# WHAT THE TASK REQUIRES:
Please set down every entry again exactly as it stands, without the pictures.

[Saved data entries]
--------------------------------

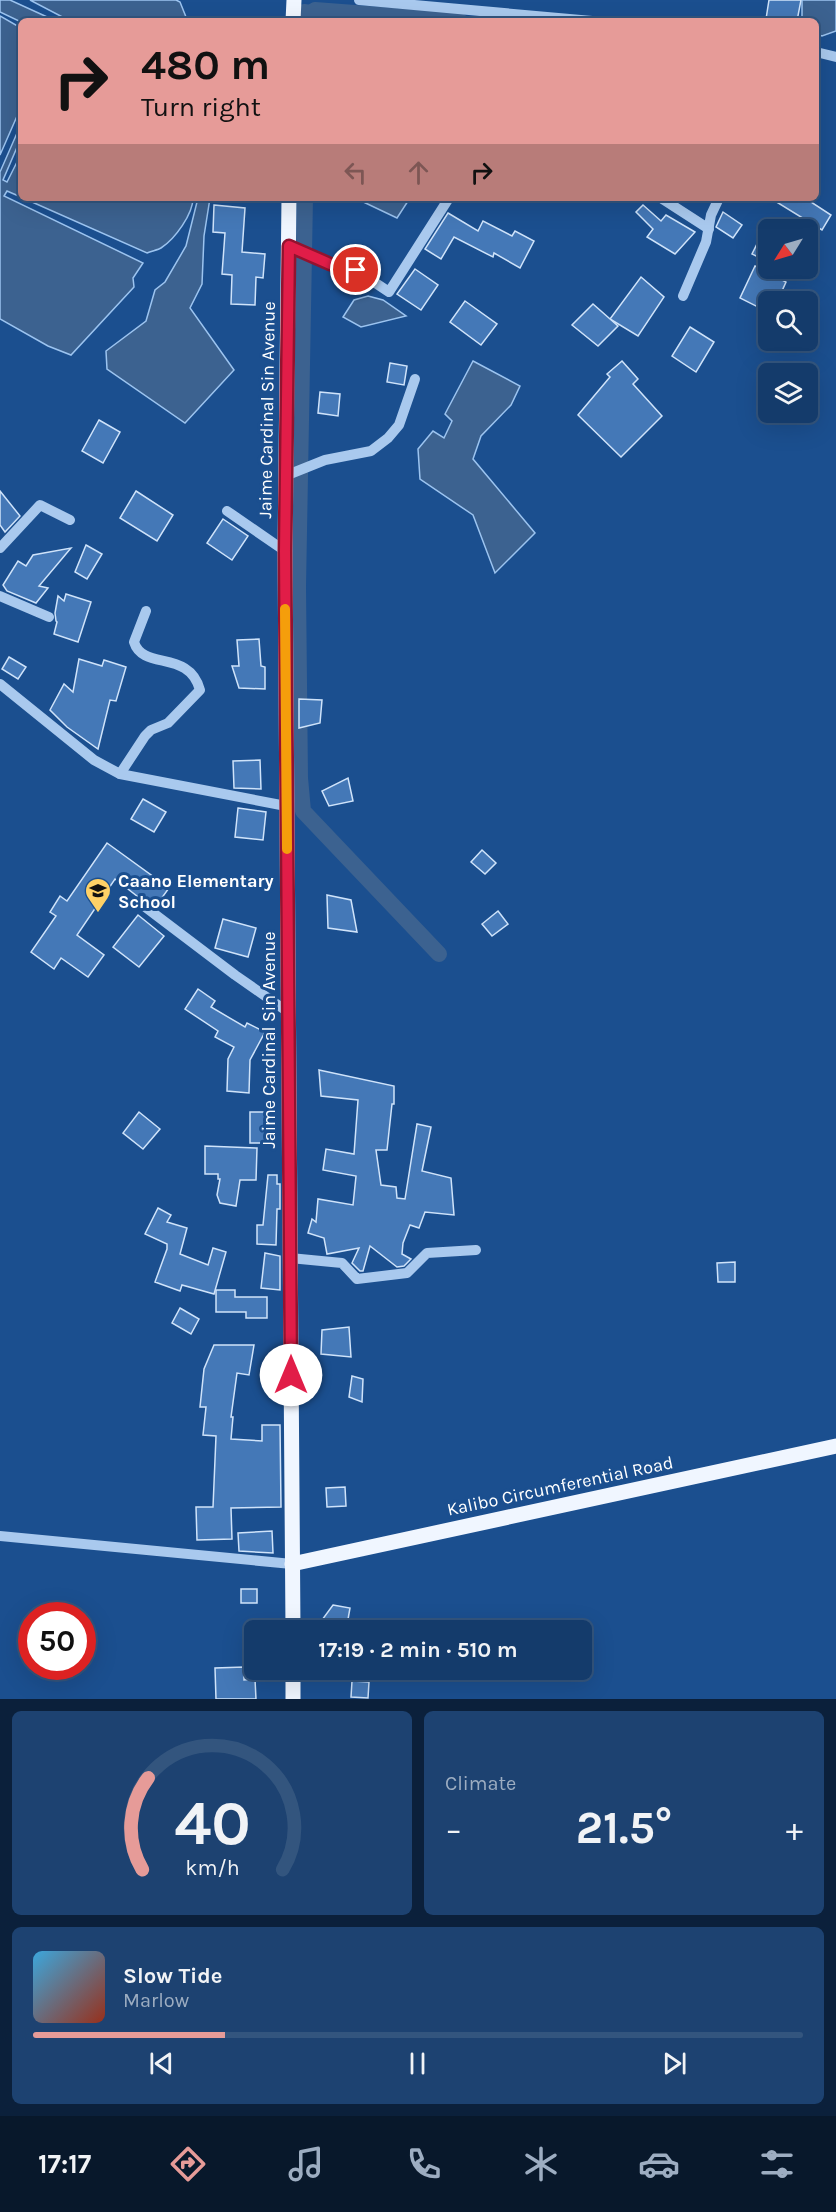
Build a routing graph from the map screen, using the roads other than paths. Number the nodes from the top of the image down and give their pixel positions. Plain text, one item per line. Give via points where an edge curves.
1 (294, 0) edge
2 (359, 0) edge
3 (293, 18) edge
4 (559, 18) edge
5 (819, 53) edge
6 (836, 57) edge
7 (290, 201) edge
8 (447, 201) edge
9 (666, 201) edge
10 (718, 201) edge
11 (708, 228) junction
12 (290, 246) junction
13 (683, 296) dead end
14 (415, 379) dead end
15 (285, 476) junction
16 (227, 511) dead end
17 (70, 520) dead end
18 (0, 548) edge
19 (285, 551) junction
20 (0, 596) edge
21 (146, 611) dead end
22 (49, 617) dead end
23 (0, 684) edge
24 (120, 774) junction
25 (286, 806) junction
26 (140, 903) dead end
27 (288, 1012) junction
28 (476, 1251) dead end
29 (290, 1258) junction
30 (836, 1446) edge
31 (0, 1536) edge
32 (292, 1564) junction
33 (293, 1620) edge
34 (293, 1680) edge
35 (293, 1699) edge

1 - 3 main road
2 - 4 street
5 - 6 street
7 - 12 main road, Jaime Cardinal Sin Avenue
8 - 12 street via 389,292 356,270 330,264
9 - 11 street
10 - 11 street
11 - 13 street
12 - 15 main road, Jaime Cardinal Sin Avenue
14 - 15 street via 399,425 388,438 370,451 325,460
15 - 19 main road, Jaime Cardinal Sin Avenue
16 - 19 street
17 - 18 street via 40,505
19 - 25 main road, Jaime Cardinal Sin Avenue
20 - 22 street
21 - 24 street via 134,642 136,650 186,667 197,678 200,690 168,723 145,736
23 - 24 street via 94,760
24 - 25 street
25 - 27 main road, Jaime Cardinal Sin Avenue
26 - 27 street
27 - 29 main road, Jaime Cardinal Sin Avenue
28 - 29 street via 427,1253 406,1273 357,1279 342,1263
29 - 32 main road, Jaime Cardinal Sin Avenue
30 - 32 main road, Kalibo Circumferential Road
31 - 32 street
32 - 33 main road, Jaime Cardinal Sin Avenue
34 - 35 main road

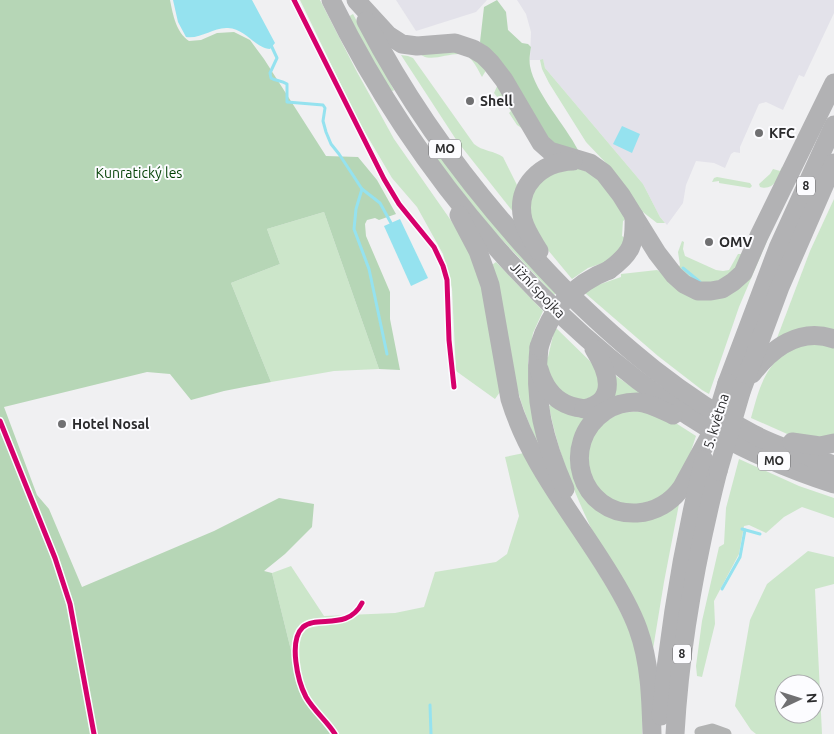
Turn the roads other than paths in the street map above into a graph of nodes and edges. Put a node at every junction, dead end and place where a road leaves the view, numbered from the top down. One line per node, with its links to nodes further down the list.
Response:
1 (330, 0): 7 (highway, Jižní spojka / MO)
2 (355, 0): 5 (highway); 11 (highway, Jižní spojka / MO)
3 (834, 83): 9 (highway)
4 (834, 125): 15 (highway, 5. května / 8)
5 (582, 160): 8 (highway); 11 (highway)
6 (834, 163): 15 (highway, 5. května / 8)
7 (429, 164): 12 (highway, Jižní spojka / MO); 24 (highway)
8 (634, 216): 9 (highway); 10 (highway)
9 (658, 253): 10 (highway)
10 (609, 270): 14 (highway, bridge)
11 (558, 282): 19 (highway, Jižní spojka / MO)
12 (584, 335): 17 (highway); 18 (highway, Jižní spojka / MO)
13 (834, 339): 15 (highway)
14 (538, 352): 17 (highway); 24 (highway)
15 (734, 388): 18 (highway, 5. května / 8, bridge); 21 (highway, 5. května / 8, bridge)
16 (616, 406): 17 (highway); 18 (highway); 21 (highway)
17 (580, 409)
18 (714, 433): 21 (highway, 5. května / 8); 23 (highway, Jižní spojka / MO)
19 (754, 435): 20 (highway); 22 (highway, Jižní spojka / MO)
20 (834, 444)
21 (706, 464): 27 (highway, 5. května / 8); 28 (highway, 5. května / 8)
22 (834, 465)
23 (834, 484)
24 (584, 532): 26 (highway)
25 (700, 732): 29 (street)
26 (652, 734)
27 (660, 734)
28 (675, 734)
29 (726, 734)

--------------------------------

# REPLY TO THE TASK:
Build a routing graph from the map screen, using the roads other than paths. Number the nodes from the top of the image down and give their pixel positions. Plain text, one item per line. Give via points where an edge curves.
1 (294, 0) edge
2 (359, 0) edge
3 (293, 18) edge
4 (559, 18) edge
5 (819, 53) edge
6 (836, 57) edge
7 (290, 201) edge
8 (447, 201) edge
9 (666, 201) edge
10 (718, 201) edge
11 (708, 228) junction
12 (290, 246) junction
13 (683, 296) dead end
14 (415, 379) dead end
15 (285, 476) junction
16 (227, 511) dead end
17 (70, 520) dead end
18 (0, 548) edge
19 (285, 551) junction
20 (0, 596) edge
21 (146, 611) dead end
22 (49, 617) dead end
23 (0, 684) edge
24 (120, 774) junction
25 (286, 806) junction
26 (140, 903) dead end
27 (288, 1012) junction
28 (476, 1251) dead end
29 (290, 1258) junction
30 (836, 1446) edge
31 (0, 1536) edge
32 (292, 1564) junction
33 (293, 1620) edge
34 (293, 1680) edge
35 (293, 1699) edge

1 - 3 main road
2 - 4 street
5 - 6 street
7 - 12 main road, Jaime Cardinal Sin Avenue
8 - 12 street via 389,292 356,270 330,264
9 - 11 street
10 - 11 street
11 - 13 street
12 - 15 main road, Jaime Cardinal Sin Avenue
14 - 15 street via 399,425 388,438 370,451 325,460
15 - 19 main road, Jaime Cardinal Sin Avenue
16 - 19 street
17 - 18 street via 40,505
19 - 25 main road, Jaime Cardinal Sin Avenue
20 - 22 street
21 - 24 street via 134,642 136,650 186,667 197,678 200,690 168,723 145,736
23 - 24 street via 94,760
24 - 25 street
25 - 27 main road, Jaime Cardinal Sin Avenue
26 - 27 street
27 - 29 main road, Jaime Cardinal Sin Avenue
28 - 29 street via 427,1253 406,1273 357,1279 342,1263
29 - 32 main road, Jaime Cardinal Sin Avenue
30 - 32 main road, Kalibo Circumferential Road
31 - 32 street
32 - 33 main road, Jaime Cardinal Sin Avenue
34 - 35 main road

Turn the roads other than paths in the street map above into a graph of nodes and edges. Put a node at every junction, dead end and place where a road leaves the view, numbered from the top down. One line per node, with its links to nodes further down the list.
Response:
1 (330, 0): 7 (highway, Jižní spojka / MO)
2 (355, 0): 5 (highway); 11 (highway, Jižní spojka / MO)
3 (834, 83): 9 (highway)
4 (834, 125): 15 (highway, 5. května / 8)
5 (582, 160): 8 (highway); 11 (highway)
6 (834, 163): 15 (highway, 5. května / 8)
7 (429, 164): 12 (highway, Jižní spojka / MO); 24 (highway)
8 (634, 216): 9 (highway); 10 (highway)
9 (658, 253): 10 (highway)
10 (609, 270): 14 (highway, bridge)
11 (558, 282): 19 (highway, Jižní spojka / MO)
12 (584, 335): 17 (highway); 18 (highway, Jižní spojka / MO)
13 (834, 339): 15 (highway)
14 (538, 352): 17 (highway); 24 (highway)
15 (734, 388): 18 (highway, 5. května / 8, bridge); 21 (highway, 5. května / 8, bridge)
16 (616, 406): 17 (highway); 18 (highway); 21 (highway)
17 (580, 409)
18 (714, 433): 21 (highway, 5. května / 8); 23 (highway, Jižní spojka / MO)
19 (754, 435): 20 (highway); 22 (highway, Jižní spojka / MO)
20 (834, 444)
21 (706, 464): 27 (highway, 5. května / 8); 28 (highway, 5. května / 8)
22 (834, 465)
23 (834, 484)
24 (584, 532): 26 (highway)
25 (700, 732): 29 (street)
26 (652, 734)
27 (660, 734)
28 (675, 734)
29 (726, 734)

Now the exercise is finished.